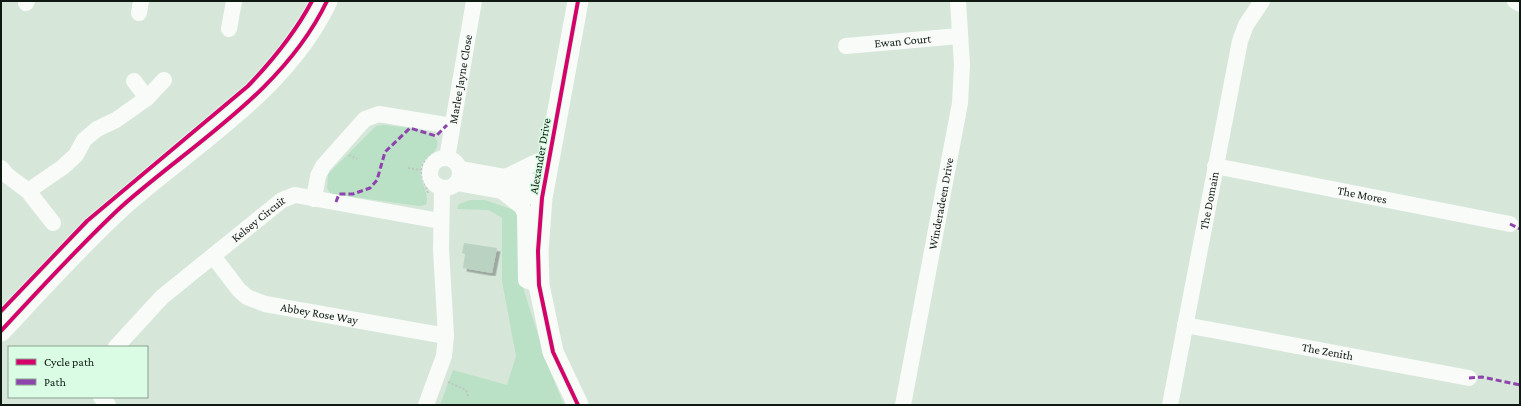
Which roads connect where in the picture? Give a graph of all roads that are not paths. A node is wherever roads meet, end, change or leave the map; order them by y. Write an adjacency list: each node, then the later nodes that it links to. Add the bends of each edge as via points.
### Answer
1 (234, 1): 9 (street)
2 (327, 1): 32 (main road, via 302,44 270,82 117,212 52,275)
3 (474, 1): 15 (street, Marlee Jayne Close)
4 (578, 1): 17 (main road, Alexander Drive)
5 (958, 1): 10 (street, Winderadeen Drive)
6 (1262, 1): 18 (street, The Domain, via 1246,25 1240,41)
7 (1515, 1): 8 (street)
8 (1520, 4)
9 (229, 29)
10 (959, 36): 11 (street, Ewan Court); 38 (street, Winderadeen Drive, via 962,64 960,103)
11 (846, 46)
12 (164, 80): 14 (street)
13 (134, 81): 14 (street)
14 (147, 98): 22 (street, via 116,120 97,129 84,140 76,155 63,167)
15 (452, 126): 16 (street, Marlee Jayne Close); 25 (street, via 379,114 364,119 323,166 318,176)
16 (443, 153): 20 (street, via 455,161); 24 (street, via 430,171)
17 (550, 157): 21 (street, via 534,162); 23 (main road, Alexander Drive)
18 (1215, 166): 28 (street, The Mores); 31 (street, The Domain)
19 (1, 168): 22 (street)
20 (459, 176): 21 (street); 24 (street, via 452,187)
21 (503, 184): 23 (street); 30 (street, via 525,214 526,280)
22 (28, 191): 27 (street)
23 (544, 191): 30 (main road, Alexander Drive, via 538,251)
24 (435, 192): 26 (street)
25 (314, 199): 26 (street, Kelsey Circuit); 29 (street, Kelsey Circuit, via 295,196 282,200)
26 (440, 221): 33 (street)
27 (53, 223)
28 (1510, 224)
29 (213, 256): 33 (street, Abbey Rose Way, via 239,290 247,297 265,304); 34 (street, Kelsey Circuit, via 154,305)
30 (539, 286): 37 (main road, Alexander Drive, via 553,352)
31 (1185, 325): 35 (street, The Zenith); 39 (street, The Domain)
32 (1, 331)
33 (446, 336): 36 (street, via 444,356)
34 (117, 346)
35 (1469, 378)
36 (426, 405)
37 (578, 405)
38 (903, 405)
39 (1170, 405)

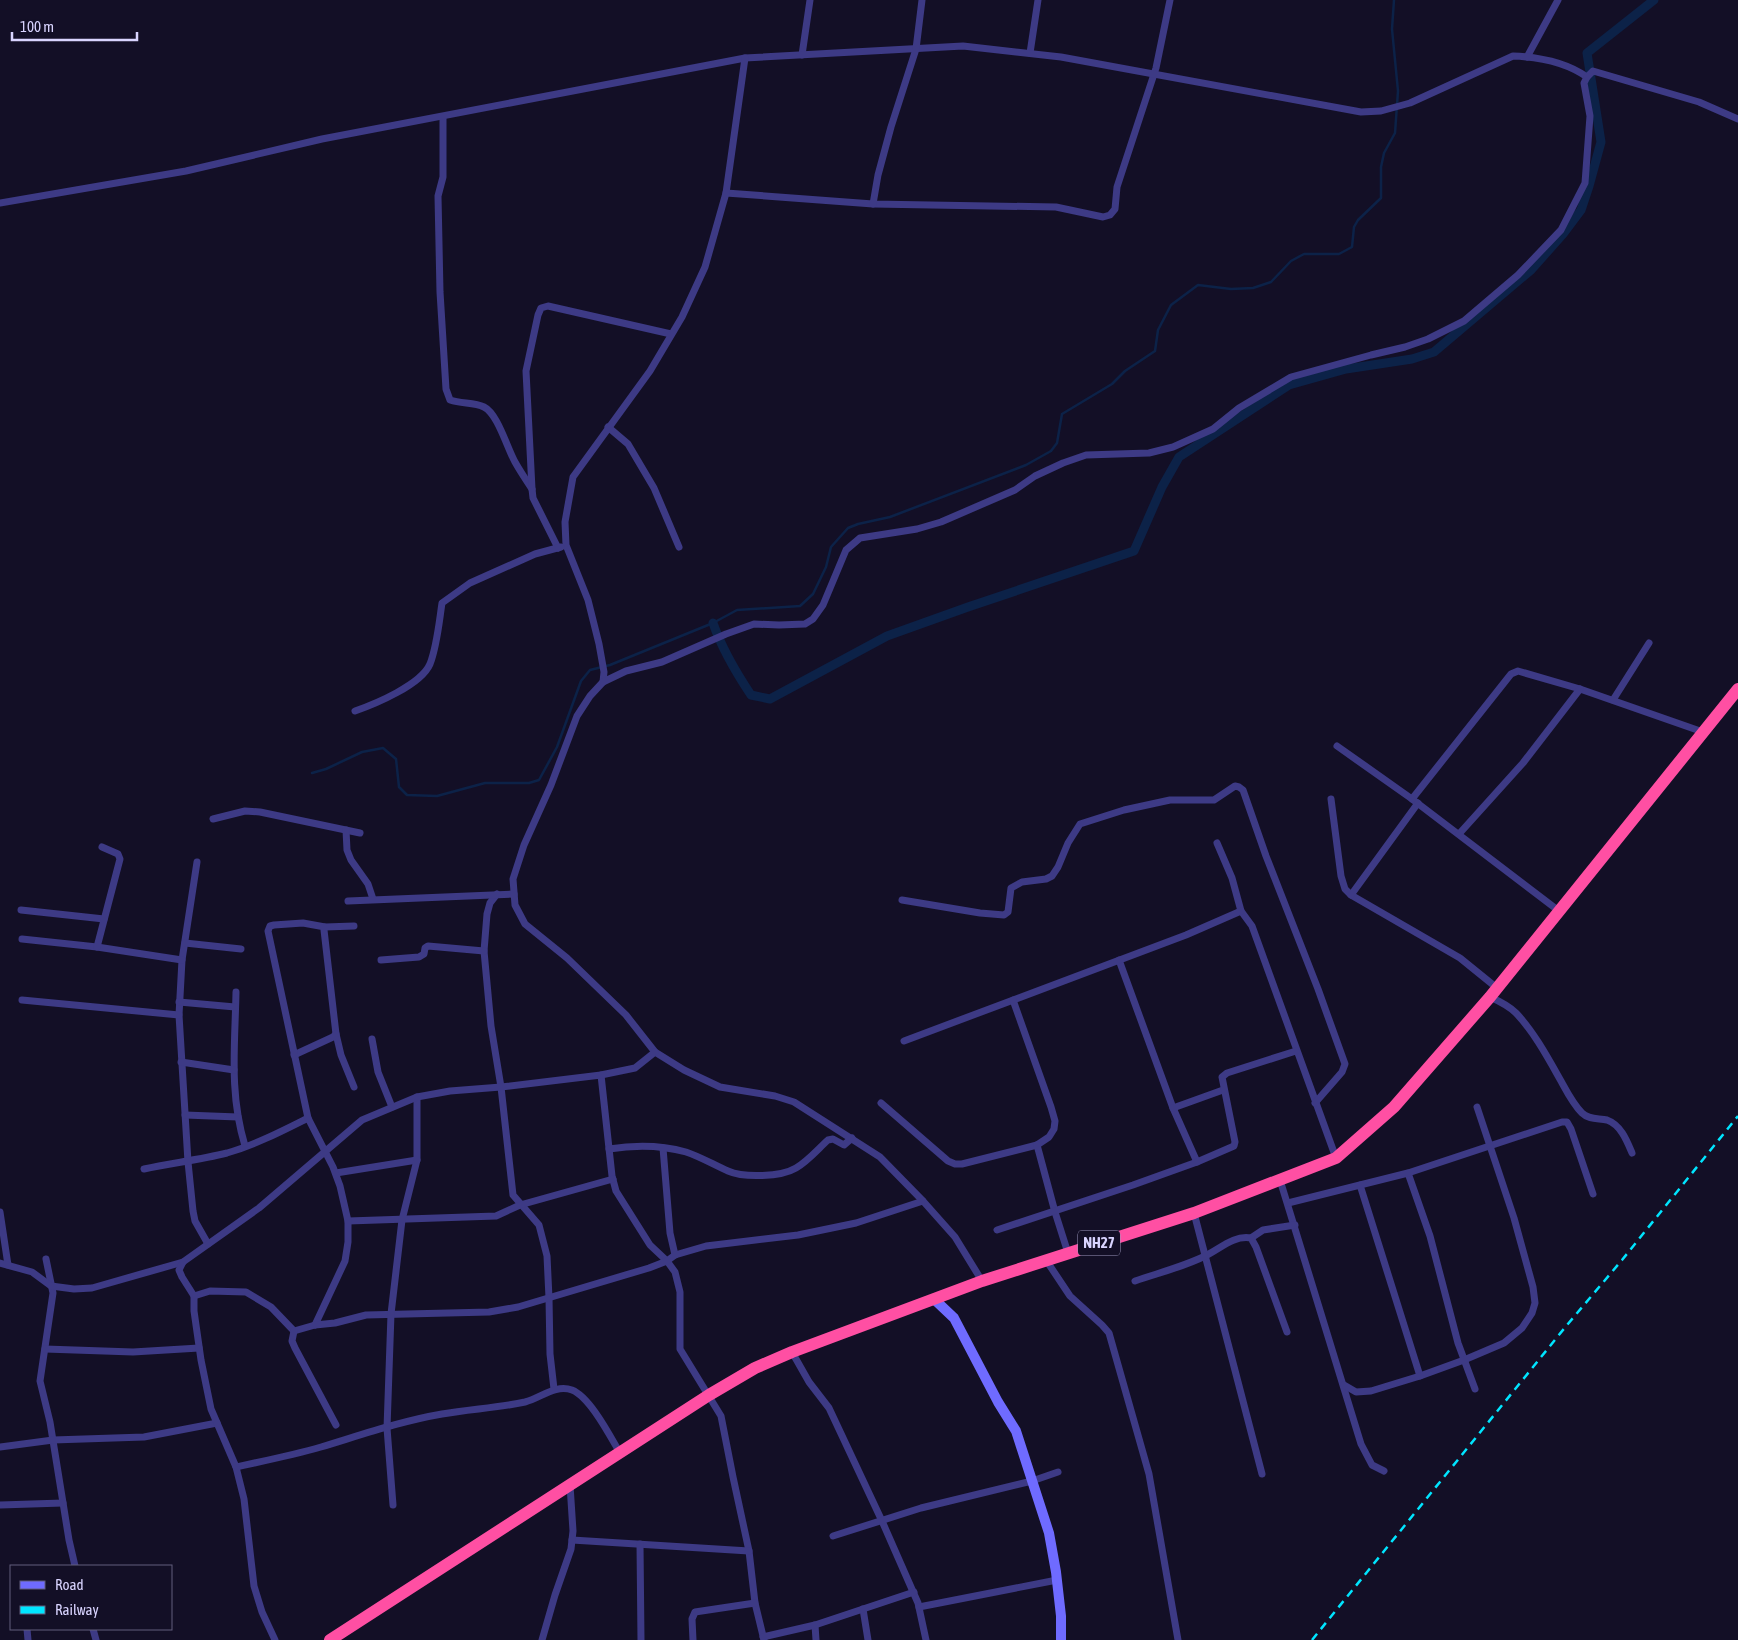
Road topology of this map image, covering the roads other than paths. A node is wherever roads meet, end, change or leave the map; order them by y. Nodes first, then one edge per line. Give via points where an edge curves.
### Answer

______

Using the records above, copy every line that has the word "then" in it.

Which roads connect where in the picture? Give a graph of all roads that are not paths. A node is wherever roads meet, end, change or leave the map; order them by y. Write an adjacency list: each node, then the later nodes that it links to. Add the bends of each edge as via points.
Road topology of this map image, covering the roads other than paths. A node is wherever roads meet, end, change or leave the map; order them by y. Nodes first, then one edge per line. Give via points where an edge curves.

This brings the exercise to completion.